Another example, given lower crime rates, would be to rent out prison facilities, e.g. for adult education, small scale manufacturing (private rental) et alia, with clear signals/alignment of purpose in sentencing to avoid excessive imprisonment (filling to capacity or beyond). This might require some cost/benefit analysis, with public education (we spent too much on prisons; prisons have a limited effect on crime).
The math example is unsurprising, and is an example of conflating correlation with causation. If instead, one acknowledges that brain damage (e.g. Pb, though other causes likely exist in the current population) is a major contributor to outcome variation, other vistas of action open up. For example:
1. Tutoring programs (perhaps by more accomplished students for less accomplished students, although there seems to be an institutional allergy to peer tutoring) to help weaker students, who may need more preparation, and should perhaps take the algebra separately from more accomplished students.
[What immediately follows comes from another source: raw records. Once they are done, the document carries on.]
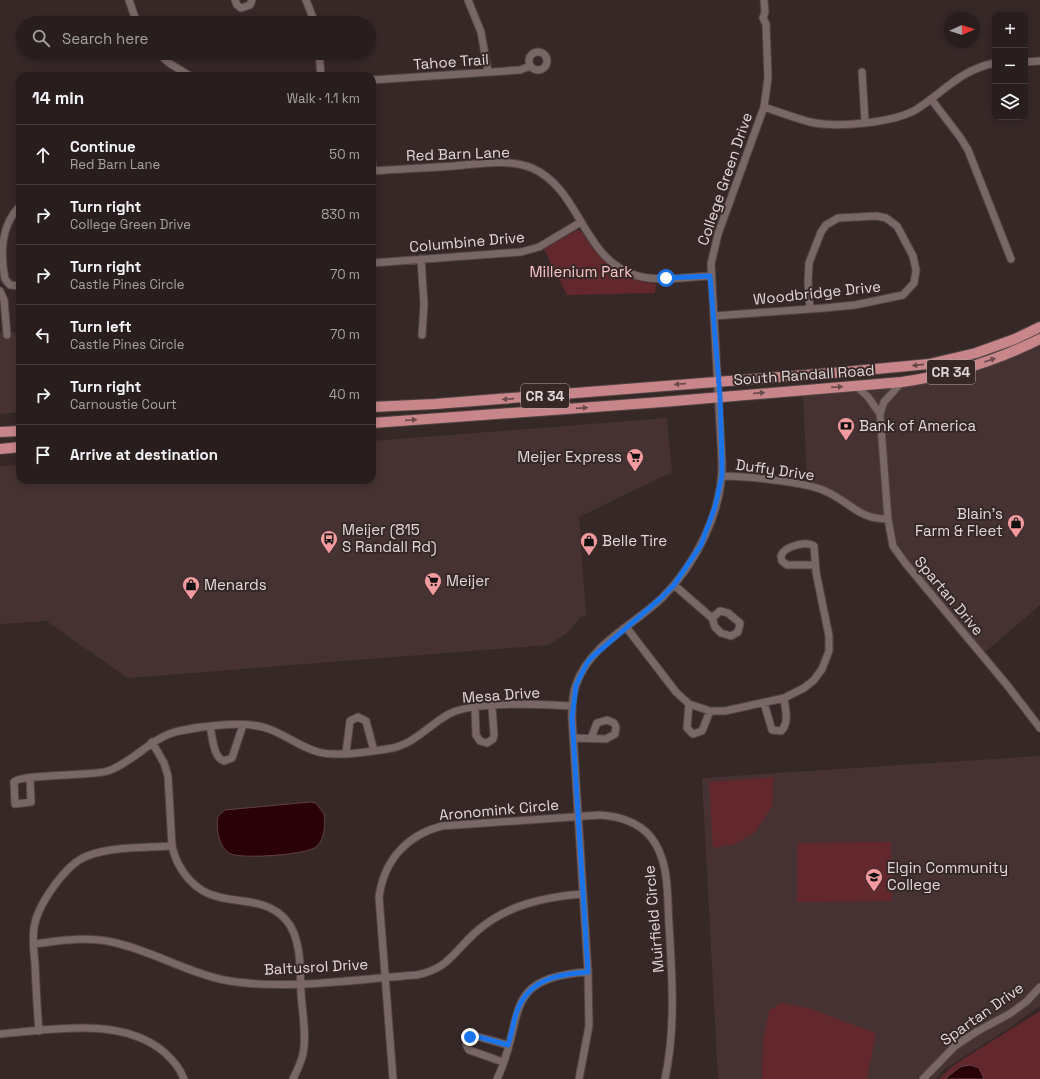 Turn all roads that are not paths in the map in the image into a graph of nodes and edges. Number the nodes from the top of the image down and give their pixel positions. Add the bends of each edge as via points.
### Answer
1 (129, 0) edge
2 (235, 0) edge
3 (252, 0) edge
4 (306, 0) edge
5 (468, 0) edge
6 (764, 0) edge
7 (135, 16) edge
8 (312, 16) edge
9 (166, 60) edge
10 (320, 60) edge
11 (1040, 61) edge
12 (1028, 62) edge
13 (992, 64) edge
14 (530, 66) dead end
15 (184, 72) edge
16 (321, 72) edge
17 (488, 72) junction
18 (862, 72) dead end
19 (376, 80) edge
20 (931, 99) junction
21 (764, 106) junction
22 (865, 122) junction
23 (376, 171) edge
24 (16, 211) edge
25 (581, 222) junction
26 (1, 257) edge
27 (1011, 259) dead end
28 (421, 260) junction
29 (376, 263) edge
30 (710, 276) junction
31 (16, 286) edge
32 (0, 291) edge
33 (810, 309) junction
34 (714, 316) junction
35 (1040, 327) edge
36 (6, 335) dead end
37 (422, 335) dead end
38 (1040, 339) edge
39 (719, 382) junction
40 (902, 382) junction
41 (856, 386) junction
42 (720, 396) junction
43 (376, 407) edge
44 (880, 414) junction
45 (376, 423) edge
46 (16, 430) edge
47 (0, 432) edge
48 (16, 447) edge
49 (0, 449) edge
50 (722, 476) junction
51 (888, 519) junction
52 (815, 565) junction
53 (674, 585) junction
54 (712, 618) dead end
55 (626, 627) junction
56 (784, 698) junction
57 (764, 703) junction
58 (689, 704) junction
59 (492, 706) junction
60 (572, 706) junction
61 (475, 708) junction
62 (710, 711) junction
63 (242, 725) junction
64 (210, 727) junction
65 (1040, 728) edge
66 (573, 738) junction
67 (591, 738) dead end
68 (152, 742) junction
69 (374, 751) junction
70 (346, 753) junction
71 (30, 778) dead end
72 (578, 816) junction
73 (172, 846) junction
74 (582, 894) junction
75 (34, 944) junction
76 (588, 972) junction
77 (385, 977) junction
78 (300, 983) junction
79 (1040, 987) edge
80 (39, 1032) junction
81 (0, 1034) edge
82 (508, 1045) junction
83 (503, 1062) junction
84 (184, 1079) edge
85 (293, 1079) edge
86 (393, 1079) edge
87 (497, 1079) edge
88 (579, 1079) edge
89 (665, 1079) edge
90 (923, 1079) edge

1 - 7 street
2 - 3 street via 237,6 242,8 250,5
4 - 8 street
5 - 17 street via 481,32
6 - 21 street, College Green Drive via 768,18 768,78
9 - 15 street
10 - 16 street
11 - 12 street
13 - 20 street via 963,74
14 - 17 street, Tahoe Trail via 524,70
17 - 19 street, Tahoe Trail
18 - 22 street
20 - 22 street via 897,118
20 - 27 street via 968,150
21 - 22 street via 821,124
21 - 30 street, College Green Drive via 718,234
23 - 25 street, Red Barn Lane via 500,163 526,166 545,176 566,195
24 - 26 street via 2,236
25 - 28 street, Columbine Drive via 529,250
25 - 30 street, Red Barn Lane via 600,252 625,271 652,278
26 - 31 street via 5,279 10,285
28 - 29 street, Columbine Drive
28 - 37 street via 424,291
30 - 34 street, College Green Drive
32 - 36 street via 4,300
33 - 33 street, Woodbridge Drive via 810,263 820,232 826,225 838,218 878,216 893,221 915,261 915,279 909,290 894,298
33 - 34 street, Woodbridge Drive
34 - 39 street, College Green Drive
35 -> 39 main road, South Randall Road / CR 34 via 976,353 929,364
40 -> 38 main road, South Randall Road / CR 34 via 924,379 978,364
39 - 42 street, College Green Drive
39 -> 43 main road, South Randall Road / CR 34 via 443,404
40 - 41 main road, South Randall Road / CR 34
40 - 44 street via 884,402
42 -> 41 main road, South Randall Road / CR 34
41 - 44 street
45 -> 42 main road, South Randall Road / CR 34
42 - 50 street, College Green Drive
44 - 51 street, Spartan Drive
46 - 47 main road
48 - 49 main road
50 - 51 street, Duffy Drive via 825,490 863,515 874,519
50 - 53 street, College Green Drive via 715,507 701,545
51 - 65 street, Spartan Drive via 894,546 906,564
52 - 52 street via 787,565 781,558 782,552 809,544 814,546
52 - 56 street via 829,636 829,651 822,669 814,680
53 - 54 street
53 - 55 street, College Green Drive
55 - 58 street via 676,692
55 - 60 street, College Green Drive via 587,663 576,685
56 - 57 street
56 - 57 street via 787,721 781,730 772,730
57 - 62 street via 725,711
58 - 62 street
58 - 62 street via 687,728 693,734 702,731
59 - 60 street, Mesa Drive
59 - 61 street, Mesa Drive
59 - 61 street via 494,735 493,739 487,742 480,741 476,735
60 - 66 street, College Green Drive
61 - 69 street, Mesa Drive via 450,713 401,747
63 - 64 street, Mesa Drive
63 - 64 street via 232,758 224,761 215,751
63 - 70 street, Mesa Drive via 267,728 319,752
64 - 68 street, Mesa Drive via 178,731
66 - 67 street
66 - 72 street, College Green Drive
68 - 71 street, Mesa Drive via 108,771 97,774
68 - 73 street via 168,776
69 - 70 street, Mesa Drive
69 - 70 street via 366,721 358,717 350,721
72 - 74 street, College Green Drive
72 - 77 street, Aronomink Circle via 442,826 425,832 403,846 392,858 380,889 379,908
72 - 89 street, Muirfield Circle via 616,817 637,826 649,835 663,862 674,993
73 - 75 street via 107,851 80,860 67,870 42,907 34,926
73 - 78 street via 180,869 199,888 217,897 264,905 286,920 298,948
74 - 76 street, College Green Drive
74 - 77 street, Baltusrol Drive via 545,898 515,908 483,926 451,959 434,969 416,974
75 - 78 street, Baltusrol Drive via 85,940 112,941 223,980 258,984
75 - 80 street
76 - 82 street via 554,976 530,990 516,1013
76 - 88 street, College Green Drive via 589,1026
77 - 78 street, Baltusrol Drive
77 - 86 street, Aronomink Circle
78 - 85 street via 303,1053
79 - 90 street, Spartan Drive via 1011,1013 955,1046
80 - 81 street
80 - 84 street via 90,1028 120,1032 158,1048 173,1061
82 - 83 street
82 - 83 street via 474,1036 468,1039 466,1044 472,1052
83 - 87 street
2. Curiosity generation/after school activities for poorer students: graphics programming et alia as a hobby (in grade 5, I was exposed to guides to do 3D graphics programming including application of trig functions and rotational matrices, that my peers and I would implement in BASIC and Pascal; we downloaded the guide from a BBS (ATDT... Long lost are the days of zmodem). We mostly learned to program in grade 1, and were fluent in BASIC by grade 3. Motivation such as showing off to peers is good for learning difficult subject matter.
Edit: I should add that we didn't have a foundation in algebra in using trig---we gave the computer a number, called the trig (usually sin or cos) function, and got a number back.
As for judges and prosecutors, they would also need an incentive structure not to imprison as many people, to recoup sunk costs on prisons.